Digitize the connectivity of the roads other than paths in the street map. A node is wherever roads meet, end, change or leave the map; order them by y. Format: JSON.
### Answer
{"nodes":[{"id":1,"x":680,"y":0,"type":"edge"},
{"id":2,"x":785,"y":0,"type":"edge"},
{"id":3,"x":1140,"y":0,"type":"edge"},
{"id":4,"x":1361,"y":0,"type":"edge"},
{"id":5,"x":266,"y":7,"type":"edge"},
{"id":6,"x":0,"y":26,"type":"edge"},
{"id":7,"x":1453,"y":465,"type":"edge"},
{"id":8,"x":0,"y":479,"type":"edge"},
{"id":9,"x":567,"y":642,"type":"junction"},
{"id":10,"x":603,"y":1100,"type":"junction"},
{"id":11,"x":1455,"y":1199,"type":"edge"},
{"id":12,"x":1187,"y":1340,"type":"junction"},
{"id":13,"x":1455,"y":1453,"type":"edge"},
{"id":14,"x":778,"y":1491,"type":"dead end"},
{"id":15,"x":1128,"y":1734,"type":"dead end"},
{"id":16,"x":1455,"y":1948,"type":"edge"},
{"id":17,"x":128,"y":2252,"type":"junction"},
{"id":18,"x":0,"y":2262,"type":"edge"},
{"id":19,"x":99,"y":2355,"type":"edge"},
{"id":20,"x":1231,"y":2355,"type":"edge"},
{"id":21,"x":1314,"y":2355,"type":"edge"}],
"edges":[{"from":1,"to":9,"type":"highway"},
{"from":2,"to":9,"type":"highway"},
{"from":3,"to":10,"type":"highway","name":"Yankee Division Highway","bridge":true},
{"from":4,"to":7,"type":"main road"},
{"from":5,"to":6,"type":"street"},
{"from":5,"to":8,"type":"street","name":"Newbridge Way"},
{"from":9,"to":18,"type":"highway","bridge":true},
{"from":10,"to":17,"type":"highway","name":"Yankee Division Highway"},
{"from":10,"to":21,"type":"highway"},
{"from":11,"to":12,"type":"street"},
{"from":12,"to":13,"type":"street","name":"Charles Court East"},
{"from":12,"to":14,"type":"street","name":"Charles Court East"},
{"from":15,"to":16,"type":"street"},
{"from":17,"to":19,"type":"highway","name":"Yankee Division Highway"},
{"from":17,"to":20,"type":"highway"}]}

::::::

» What is expected:
Using the data above, count the lines that hold the string "Charles". Report the number and nothing else.

» Task solution:
2